NGINX

Why It Exists

Apache's process-per-connection model worked fine at a few thousand concurrent connections. Then the web got big, and it stopped working. Each Apache process ate 8-50 MB of RAM and a kernel thread, so 10,000 connections meant 80-500 GB of RAM just to hold connections open. That's the C10K problem in a nutshell.

Igor Sysoev wrote NGINX in 2004 specifically to kill this problem. The core idea is simple: instead of one thread per connection, use non-blocking I/O multiplexing (epoll/kqueue) so a single worker process can juggle 10,000+ connections with a few megabytes of memory. That architectural bet paid off. NGINX now powers over 30% of all web servers and is the default front door for most microservice architectures.

How It Works Internally

NGINX runs as a master process plus multiple worker processes. The master (running as root) reads the config, binds to ports 80/443, and forks off worker processes that run as an unprivileged user. Each worker is a single-threaded event loop using the OS's I/O multiplexing facility: epoll on Linux, kqueue on FreeBSD/macOS. One thread, thousands of file descriptors, no context-switch overhead.

When a connection arrives, the kernel's SO_REUSEPORT distributes it to a worker.

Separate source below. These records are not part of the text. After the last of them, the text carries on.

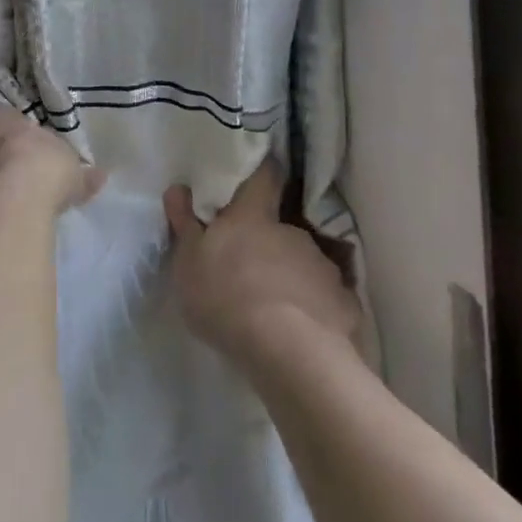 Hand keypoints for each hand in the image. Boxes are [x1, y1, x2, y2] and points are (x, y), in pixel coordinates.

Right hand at [164, 158, 360, 368]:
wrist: (288, 349)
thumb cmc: (225, 297)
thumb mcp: (189, 263)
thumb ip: (185, 225)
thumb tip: (178, 188)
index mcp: (253, 218)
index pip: (263, 177)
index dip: (263, 172)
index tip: (260, 173)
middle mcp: (292, 232)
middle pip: (281, 228)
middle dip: (269, 243)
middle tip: (251, 269)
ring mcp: (321, 265)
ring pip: (303, 263)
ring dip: (290, 277)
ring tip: (275, 309)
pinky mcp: (343, 300)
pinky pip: (324, 297)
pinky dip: (313, 307)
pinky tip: (301, 331) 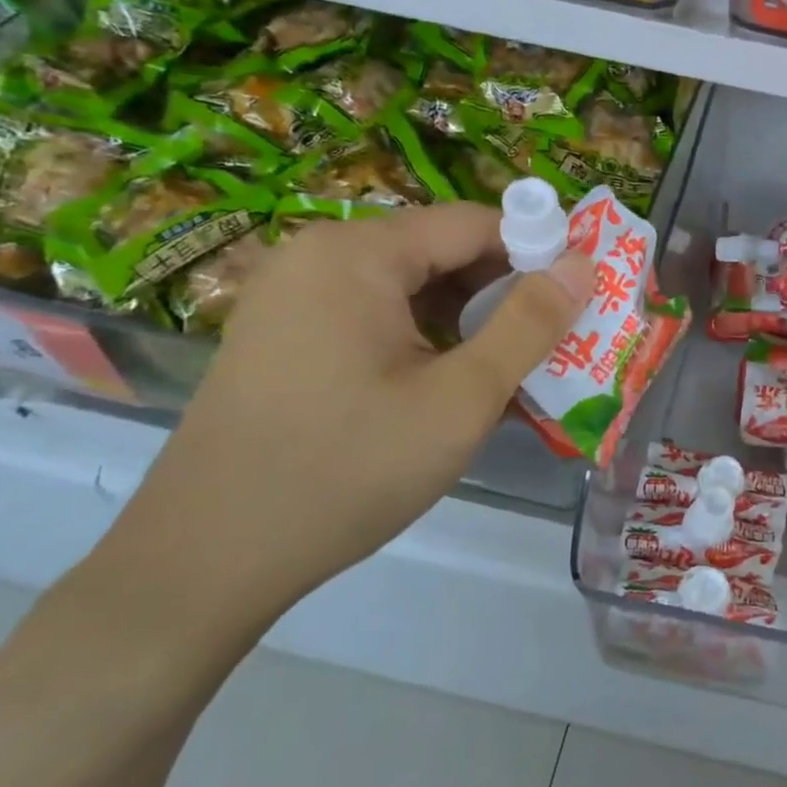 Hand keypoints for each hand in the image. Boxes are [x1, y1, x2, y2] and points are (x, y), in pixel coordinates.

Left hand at [101, 205, 592, 631]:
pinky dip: (424, 340)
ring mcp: (293, 295)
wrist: (203, 563)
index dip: (537, 254)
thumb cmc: (346, 472)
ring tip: (507, 374)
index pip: (474, 223)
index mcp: (357, 253)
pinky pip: (375, 315)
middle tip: (550, 346)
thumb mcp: (460, 400)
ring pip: (410, 286)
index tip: (578, 301)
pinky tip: (449, 388)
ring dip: (467, 322)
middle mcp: (319, 256)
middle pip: (440, 250)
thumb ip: (530, 325)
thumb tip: (584, 265)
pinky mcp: (283, 334)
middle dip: (502, 293) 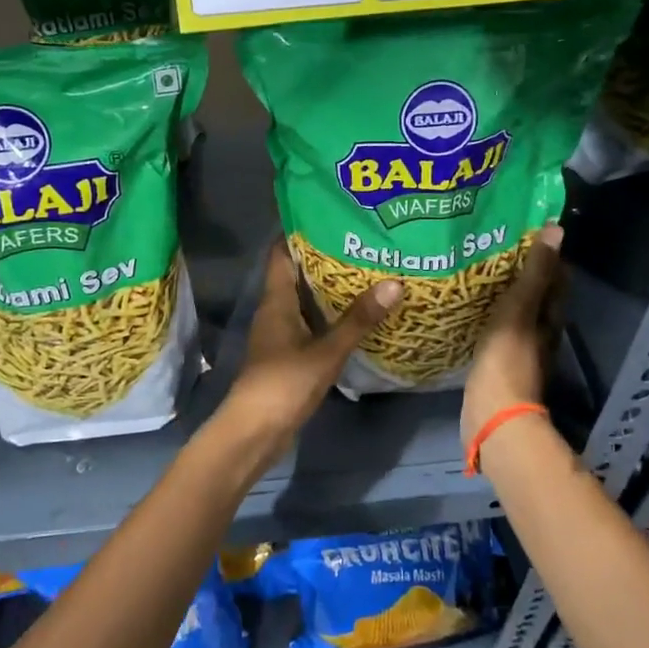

The worker accepts it, adds the socket's file descriptor to its epoll interest set, and from here everything is non-blocking. The worker reads request headers (possibly across multiple epoll events if data trickles in), runs the request through the handler chain (location matching, rewrite rules, header manipulation), and either serves a static file or opens a connection to an upstream server.

For reverse proxying, the worker opens a non-blocking connection to the upstream, writes the request, and adds that upstream socket to its epoll set too. When the upstream responds, the worker reads the response (buffering in memory or spilling to temp files depending on the proxy_buffering settings) and writes it back to the client. The key point: while waiting for I/O on any connection, the worker is handling other connections. There is zero idle waiting. Ever.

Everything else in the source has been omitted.